== THE PROBLEM ==
Within the records below, reproduce without change the lines from the line that has "M1447,634L1526,748H1478L1414,656Z" through the line that has "M333,482L874,0", and only those.

== EXERCISE DATA ==
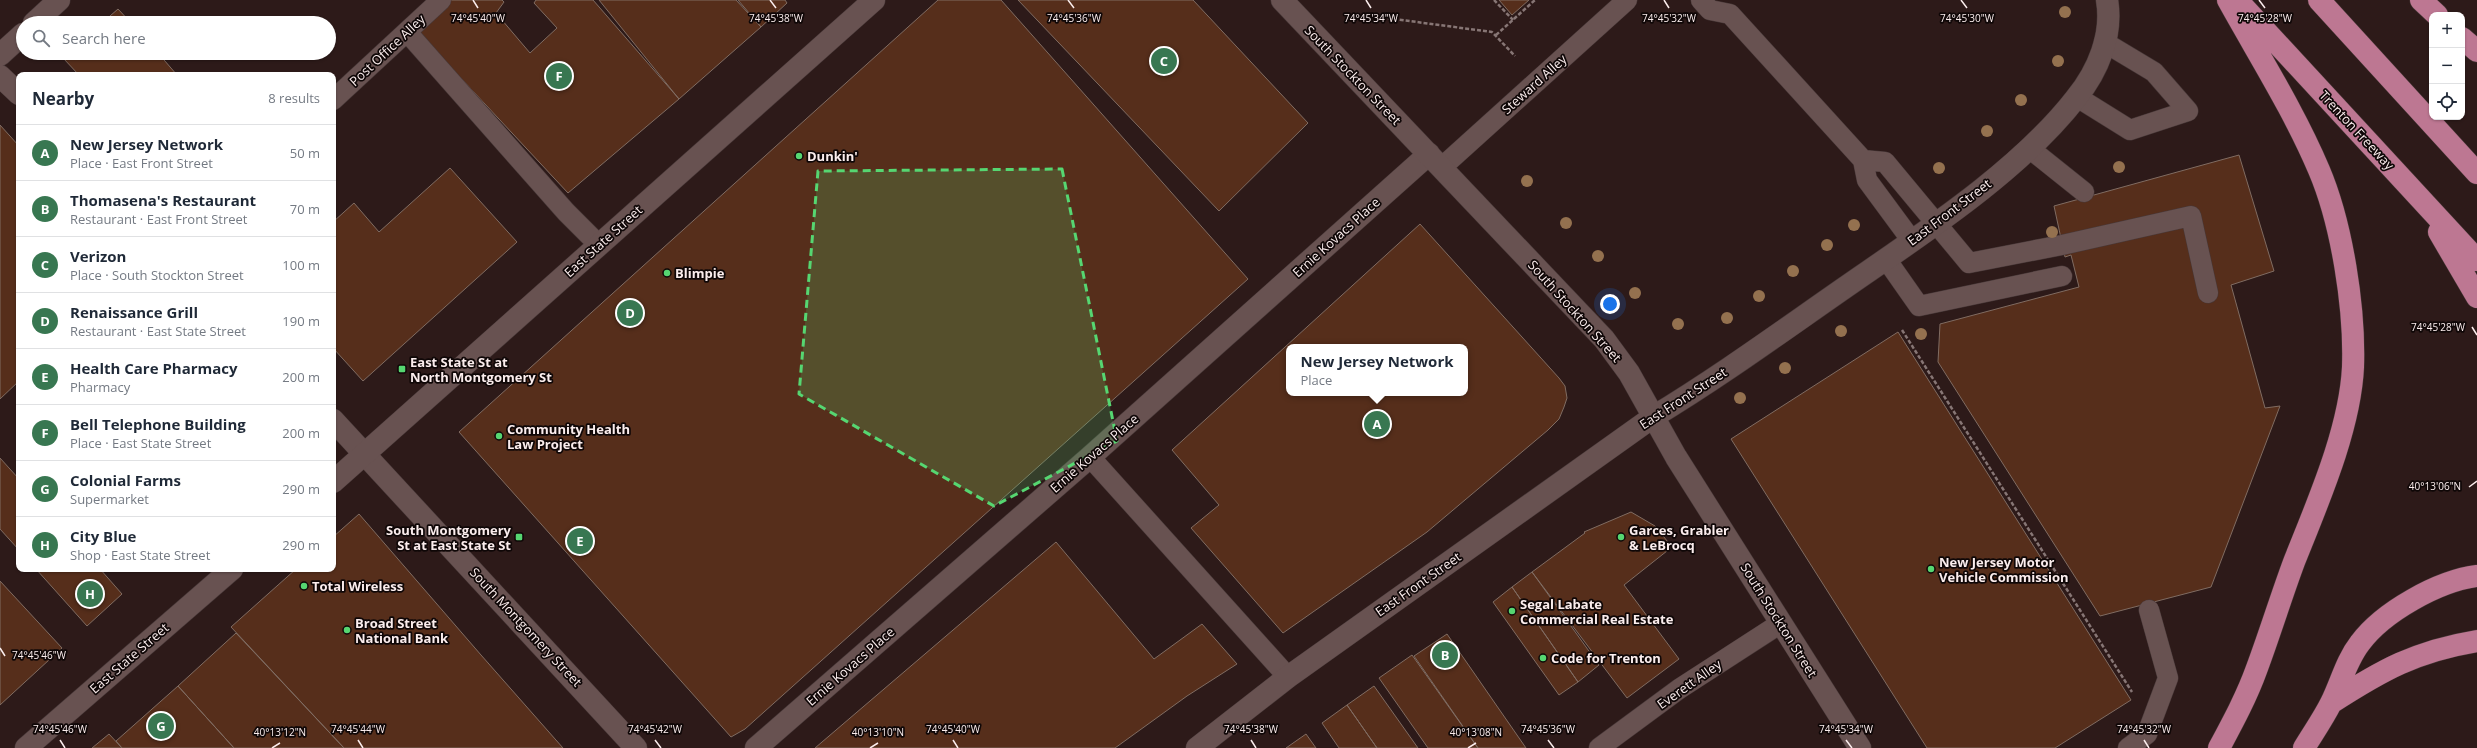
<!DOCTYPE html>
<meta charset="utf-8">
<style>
:root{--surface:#fff;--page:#f2f2f3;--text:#1f2937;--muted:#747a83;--line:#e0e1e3;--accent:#387751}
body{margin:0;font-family:"Open Sans",sans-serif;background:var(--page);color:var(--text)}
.controls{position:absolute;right:12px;top:12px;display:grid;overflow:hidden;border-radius:8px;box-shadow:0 1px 3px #0004}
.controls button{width:36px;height:36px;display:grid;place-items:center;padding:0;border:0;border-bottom:1px solid var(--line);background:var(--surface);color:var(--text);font:20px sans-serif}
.you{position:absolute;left:1610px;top:304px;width:14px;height:14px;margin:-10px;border:3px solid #fff;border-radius:50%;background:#1a73e8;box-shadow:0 0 0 6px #1a73e833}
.badge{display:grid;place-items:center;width:26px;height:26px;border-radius:50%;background:var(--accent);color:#fff;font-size:13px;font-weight:700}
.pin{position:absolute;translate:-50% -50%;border:2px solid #fff;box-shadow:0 1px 4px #0006}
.popup{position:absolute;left:1286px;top:344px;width:182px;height:52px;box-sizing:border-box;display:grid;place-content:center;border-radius:8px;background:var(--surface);filter:drop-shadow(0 1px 3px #0005);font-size:13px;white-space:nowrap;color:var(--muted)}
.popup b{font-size:15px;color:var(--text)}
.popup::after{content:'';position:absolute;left:50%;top:100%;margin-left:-8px;border:8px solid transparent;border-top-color:var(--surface)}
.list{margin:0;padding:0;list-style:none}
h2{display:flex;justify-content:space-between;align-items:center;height:52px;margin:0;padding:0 16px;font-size:17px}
h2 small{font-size:13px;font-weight:400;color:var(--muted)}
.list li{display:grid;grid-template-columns:26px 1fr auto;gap:12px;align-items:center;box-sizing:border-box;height:56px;padding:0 16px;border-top:1px solid var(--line)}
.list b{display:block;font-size:15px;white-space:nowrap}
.list p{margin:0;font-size:13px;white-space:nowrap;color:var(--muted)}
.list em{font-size:13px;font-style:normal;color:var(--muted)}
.icon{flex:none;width:22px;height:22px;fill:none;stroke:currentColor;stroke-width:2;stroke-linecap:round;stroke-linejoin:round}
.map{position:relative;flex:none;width:2477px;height:748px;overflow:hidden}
.search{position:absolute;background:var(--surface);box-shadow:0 1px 3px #0004;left:16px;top:16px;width:320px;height:44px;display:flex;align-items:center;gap:10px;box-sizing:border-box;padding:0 14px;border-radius:22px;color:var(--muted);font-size:15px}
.panel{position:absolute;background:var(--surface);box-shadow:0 1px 3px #0004;left:16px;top:72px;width:320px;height:500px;border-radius:8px}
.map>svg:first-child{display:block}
.building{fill:#562e1b;stroke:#806c62;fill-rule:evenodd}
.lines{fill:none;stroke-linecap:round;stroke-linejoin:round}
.service-casing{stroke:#473838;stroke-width:21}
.minor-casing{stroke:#473838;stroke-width:23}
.tertiary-casing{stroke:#473838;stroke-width:23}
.motorway-casing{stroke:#473838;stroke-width:23}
.path{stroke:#877675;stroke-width:2.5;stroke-dasharray:4 2;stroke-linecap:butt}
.service{stroke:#685251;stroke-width:20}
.minor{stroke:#685251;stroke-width:22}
.tertiary{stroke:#685251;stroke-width:22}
.motorway{stroke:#bd7792;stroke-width:22}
.tree{fill:#94714f}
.marked{fill:#56d671;fill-opacity:0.2;stroke:#56d671;stroke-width:3;stroke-dasharray:8 5;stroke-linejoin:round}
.ticks{fill:none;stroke:#fbeded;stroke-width:1.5}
.poi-dot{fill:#56d671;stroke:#0f0707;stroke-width:1.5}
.labels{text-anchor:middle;stroke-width:3.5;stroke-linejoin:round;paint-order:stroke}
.street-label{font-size:13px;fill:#fbeded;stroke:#0f0707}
.poi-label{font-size:13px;font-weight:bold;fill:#fbeded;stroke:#0f0707;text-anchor:start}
.ticks-label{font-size:10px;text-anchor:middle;fill:#fbeded;stroke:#0f0707;stroke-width:3.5;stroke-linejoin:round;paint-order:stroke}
</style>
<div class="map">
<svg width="2477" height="748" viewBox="0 0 2477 748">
<rect width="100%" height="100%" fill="#2d1a19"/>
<path class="building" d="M447,0H502L504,2L496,13L530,53L557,28L534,3L536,0H593L679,99L568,193L415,29Z
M599,0H736L761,27L679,99Z
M738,0H785L787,3L761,27Z
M938,0H1001L1248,279L745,729L731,737L459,432Z
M1018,0H1193L1308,123L1219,211Z
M1499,0H1529L1512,15Z
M118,9L131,23H102Z
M69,53H158L177,75H79L63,58Z
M0,125L19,146V381L0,399Z
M2239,155L2274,271L2231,285L2265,408L2280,406L2211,587L2100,616L1938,362L1940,324L2079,287L2071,255L2065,257L2054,206Z
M450,168L517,242L363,381L333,348V222L354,203L379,232Z
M1420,224L1559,378L1565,386L1567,398L1564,407L1559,419L1548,430L1427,532L1283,633L1191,528L1219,505L1172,450ZM1289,347H1465V393H1289Z
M1898,332L2131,700L2055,748H1927L1731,439Z
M0,458L19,479V550L0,529Z
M1631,512L1655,526L1672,547L1624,585L1679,659L1627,698L1532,572L1585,533L1584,532Z
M359,514L481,655L563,748H344L231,627L296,569H333V537Z
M1056,542L1154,659L1202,624L1237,664L1187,696L1115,748H815Z
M36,569H100L122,594L87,626Z
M1532,572L1599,665L1578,682L1512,587Z
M0,581L62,648L0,705Z
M1512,587L1578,682L1559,695L1493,602Z
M236,633L344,748H234L178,686Z
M1447,634L1526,748H1478L1414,656Z
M1412,655L1478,748H1428L1379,678Z
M178,686L234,748H122L116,741Z
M1374,686L1418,748H1377L1347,705Z
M1347,705L1377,748H1339L1322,723Z
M109,734L122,748H92Z
M1306,734L1316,748H1286Z"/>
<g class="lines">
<g class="service-casing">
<path id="service" d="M1701,0L1710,10L1730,14L1863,160L1867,180L1912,241
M407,32L566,212L599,245
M2077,97L2130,130L2188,111L2154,72L2104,42
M333,100L441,0
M2029,148L2084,192
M1863,160L1885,162L1969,263L2062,245L2191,216L2208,293
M1441,168L1627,0
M1886,259L1919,306L2062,276
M1090,457L1288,677
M1599,748L1679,689L1781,623
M2128,748L2147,734L2168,678L2149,610"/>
</g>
<g class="minor-casing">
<path id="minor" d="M34,23L59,0
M0,55L23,34
M0,76L19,94
M333,420L636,748
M756,748L1090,457L1429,154
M1197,748L1288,677L1653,417C1721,376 1785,329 1850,284C1925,232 2020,170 2076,98C2098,71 2113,35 2107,0"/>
</g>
<g class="tertiary-casing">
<path id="tertiary" d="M1282,0L1604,339L1629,373L1676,457L1860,748
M333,482L874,0
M26,748L232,569"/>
</g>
<g class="motorway-casing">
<path id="motorway" d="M2319,0L2477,173
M2421,0L2437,15
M2238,1L2477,260
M2462,38L2477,51
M2439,232L2477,297
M2331,703C2382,670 2416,651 2477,641
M2219,748C2233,722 2247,696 2257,668C2270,633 2281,597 2294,562C2317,504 2350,430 2353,367C2355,308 2342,224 2319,170C2294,111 2259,56 2228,0
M2304,748C2313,733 2323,719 2331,703C2341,683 2346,661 2360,643C2383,612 2438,581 2477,576"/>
</g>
<path class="path" d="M1494,0L1513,20
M1364,15L1492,32L1515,56
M1496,35L1535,0
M1902,330L2132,692"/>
<use href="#service" class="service"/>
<use href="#minor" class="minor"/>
<use href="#tertiary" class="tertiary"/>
<use href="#motorway" class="motorway"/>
</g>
<g class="tree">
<circle cx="2065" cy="12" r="6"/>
<circle cx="2058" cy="61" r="6"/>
<circle cx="2021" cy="100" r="6"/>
<circle cx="1987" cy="131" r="6"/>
<circle cx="2119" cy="167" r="6"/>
<circle cx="1939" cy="168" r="6"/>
<circle cx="1527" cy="181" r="6"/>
<circle cx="1566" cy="223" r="6"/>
<circle cx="1854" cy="225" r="6"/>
<circle cx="2052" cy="232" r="6"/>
<circle cx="1827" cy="245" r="6"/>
<circle cx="1598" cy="256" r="6"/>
<circle cx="1793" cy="271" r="6"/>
<circle cx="1635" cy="293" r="6"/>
<circle cx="1759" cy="296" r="6"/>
<circle cx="1727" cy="318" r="6"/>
<circle cx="1678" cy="324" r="6"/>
<circle cx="1841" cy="331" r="6"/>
<circle cx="1921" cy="334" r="6"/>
<circle cx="1785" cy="368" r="6"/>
<circle cx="1740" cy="398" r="6"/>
</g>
<path class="marked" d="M1062,169L1117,441L994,506L799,394L818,171Z"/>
<path class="ticks" d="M473,0L478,8M770,0L776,8M1068,0L1074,8M1366,0L1371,8M1664,0L1669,8M1961,0L1967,8M2259,0L2265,8M2472,327L2477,335M2469,487L2477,481M0,648L5,656M60,740L65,748M358,740L363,748M655,740L661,748M953,740L958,748M1251,740L1256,748M1548,740L1554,748M1846,740L1852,748M2144,740L2149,748M272,748L280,743M870,748L878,743M1468,748L1476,743"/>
<g class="poi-dot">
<circle cx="799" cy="156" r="4"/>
<circle cx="667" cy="273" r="4"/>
<rect x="398" y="365" width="8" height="8" rx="2"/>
<circle cx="499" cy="436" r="4"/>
<rect x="515" y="533" width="8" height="8" rx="2"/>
<circle cx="1621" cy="537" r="4"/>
<circle cx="1931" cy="569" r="4"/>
<circle cx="304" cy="586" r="4"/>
<circle cx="1512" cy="611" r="4"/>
<circle cx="347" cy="630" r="4"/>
<circle cx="1543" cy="658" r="4"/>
</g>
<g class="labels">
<g class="street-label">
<text transform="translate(387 50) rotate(-43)" y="5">Post Office Alley</text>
<text transform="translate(1353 75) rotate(46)" y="5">South Stockton Street</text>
<text transform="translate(1534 84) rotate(-42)" y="5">Steward Alley</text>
<text transform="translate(2357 130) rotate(47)" y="5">Trenton Freeway</text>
<text transform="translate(1949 212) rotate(-37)" y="5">East Front Street</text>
<text transform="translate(1336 237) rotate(-42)" y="5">Ernie Kovacs Place</text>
<text transform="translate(603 241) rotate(-42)" y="5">East State Street</text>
<text transform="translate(1575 311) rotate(48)" y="5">South Stockton Street</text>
<text transform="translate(1683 398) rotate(-33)" y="5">East Front Street</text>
<text transform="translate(1094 453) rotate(-41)" y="5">Ernie Kovacs Place</text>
<text transform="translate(1418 584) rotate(-35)" y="5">East Front Street</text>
<text transform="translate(1779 620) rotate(58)" y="5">South Stockton Street</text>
<text transform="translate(526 627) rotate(47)" y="5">South Montgomery Street</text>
<text transform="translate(129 658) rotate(-41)" y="5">East State Street</text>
<text transform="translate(850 666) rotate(-41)" y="5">Ernie Kovacs Place</text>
<text transform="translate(1689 684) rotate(-35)" y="5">Everett Alley</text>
</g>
<g class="poi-label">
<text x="807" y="161">Dunkin'</text>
<text x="675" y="278">Blimpie</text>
<text x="410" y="367">East State St at<tspan x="410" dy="15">North Montgomery St</tspan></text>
<text x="507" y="434">Community Health<tspan x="507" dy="15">Law Project</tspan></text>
<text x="511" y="535" text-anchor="end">South Montgomery<tspan x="511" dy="15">St at East State St</tspan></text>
<text x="1629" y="535">Garces, Grabler<tspan x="1629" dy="15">&amp; LeBrocq</tspan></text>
<text x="1939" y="567">New Jersey Motor<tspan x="1939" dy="15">Vehicle Commission</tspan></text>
<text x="312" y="591">Total Wireless</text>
<text x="1520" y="609">Segal Labate<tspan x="1520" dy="15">Commercial Real Estate</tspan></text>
<text x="355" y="628">Broad Street<tspan x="355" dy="15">National Bank</tspan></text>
<text x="1551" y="663">Code for Trenton</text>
</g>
</g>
<g class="ticks-label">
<text x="478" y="22">74°45'40"W</text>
<text x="776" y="22">74°45'38"W</text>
<text x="1074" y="22">74°45'36"W</text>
<text x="1371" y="22">74°45'34"W</text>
<text x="1669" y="22">74°45'32"W</text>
<text x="1967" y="22">74°45'30"W</text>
<text x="2265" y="22">74°45'28"W</text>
<text x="2438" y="331">74°45'28"W</text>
<text x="2435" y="490">40°13'06"N</text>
<text x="39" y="659">74°45'46"W</text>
<text x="60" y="733">74°45'46"W</text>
<text x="358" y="733">74°45'44"W</text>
<text x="655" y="733">74°45'42"W</text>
<text x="953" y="733">74°45'40"W</text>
<text x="1251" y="733">74°45'38"W</text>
<text x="1548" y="733">74°45'36"W</text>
<text x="1846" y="733">74°45'34"W</text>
<text x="2144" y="733">74°45'32"W</text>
<text x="280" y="736">40°13'12"N</text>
<text x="878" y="736">40°13'10"N</text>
<text x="1476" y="736">40°13'08"N</text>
</g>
</svg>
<div class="controls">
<button>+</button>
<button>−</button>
<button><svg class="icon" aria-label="locate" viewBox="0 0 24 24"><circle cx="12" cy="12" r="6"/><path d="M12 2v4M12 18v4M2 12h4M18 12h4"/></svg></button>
</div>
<div class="you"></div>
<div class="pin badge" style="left:1377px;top:424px">A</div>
<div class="popup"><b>New Jersey Network</b>Place</div>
<div class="pin badge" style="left:1445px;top:655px">B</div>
<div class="pin badge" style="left:1164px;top:61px">C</div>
<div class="pin badge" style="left:630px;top:313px">D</div>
<div class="pin badge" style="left:580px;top:541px">E</div>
<div class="pin badge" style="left:559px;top:76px">F</div>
<div class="pin badge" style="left:161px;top:726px">G</div>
<div class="pin badge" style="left:90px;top:594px">H</div>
<div class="search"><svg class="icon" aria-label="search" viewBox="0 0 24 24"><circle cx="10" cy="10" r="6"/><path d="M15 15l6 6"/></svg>Search here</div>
<section class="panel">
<h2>Nearby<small>8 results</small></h2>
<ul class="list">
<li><span class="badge">A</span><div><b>New Jersey Network</b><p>Place · East Front Street</p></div><em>50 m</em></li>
<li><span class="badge">B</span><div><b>Thomasena's Restaurant</b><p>Restaurant · East Front Street</p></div><em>70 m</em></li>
<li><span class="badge">C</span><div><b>Verizon</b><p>Place · South Stockton Street</p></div><em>100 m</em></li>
<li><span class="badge">D</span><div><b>Renaissance Grill</b><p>Restaurant · East State Street</p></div><em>190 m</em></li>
<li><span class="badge">E</span><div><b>Health Care Pharmacy</b><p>Pharmacy</p></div><em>200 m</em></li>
<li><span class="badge">F</span><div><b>Bell Telephone Building</b><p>Place · East State Street</p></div><em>200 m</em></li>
<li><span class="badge">G</span><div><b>Colonial Farms</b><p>Supermarket</p></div><em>290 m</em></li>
<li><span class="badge">H</span><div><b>City Blue</b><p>Shop · East State Street</p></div><em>290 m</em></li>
</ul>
</section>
</div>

== ANSWER AREA ==
M1447,634L1526,748H1478L1414,656Z
M1412,655L1478,748H1428L1379,678Z
M178,686L234,748H122L116,741Z
M1374,686L1418,748H1377L1347,705Z
M1347,705L1377,748H1339L1322,723Z
M109,734L122,748H92Z
M1306,734L1316,748H1286Z"/>
<g class="lines">
<g class="service-casing">
<path id="service" d="M1701,0L1710,10L1730,14L1863,160L1867,180L1912,241
M407,32L566,212L599,245
M2077,97L2130,130L2188,111L2154,72L2104,42
M333,100L441,0
M2029,148L2084,192
M1863,160L1885,162L1969,263L2062,245L2191,216L2208,293
M1441,168L1627,0
M1886,259L1919,306L2062,276
M1090,457L1288,677
M1599,748L1679,689L1781,623
M2128,748L2147,734L2168,678L2149,610"/>
</g>
<g class="minor-casing">
<path id="minor" d="M34,23L59,0
M0,55L23,34
M0,76L19,94
M333,420L636,748
M756,748L1090,457L1429,154
M1197,748L1288,677L1653,417C1721,376 1785,329 1850,284C1925,232 2020,170 2076,98C2098,71 2113,35 2107,0"/>
</g>
<g class="tertiary-casing">
<path id="tertiary" d="M1282,0L1604,339L1629,373L1676,457L1860,748
M333,482L874,0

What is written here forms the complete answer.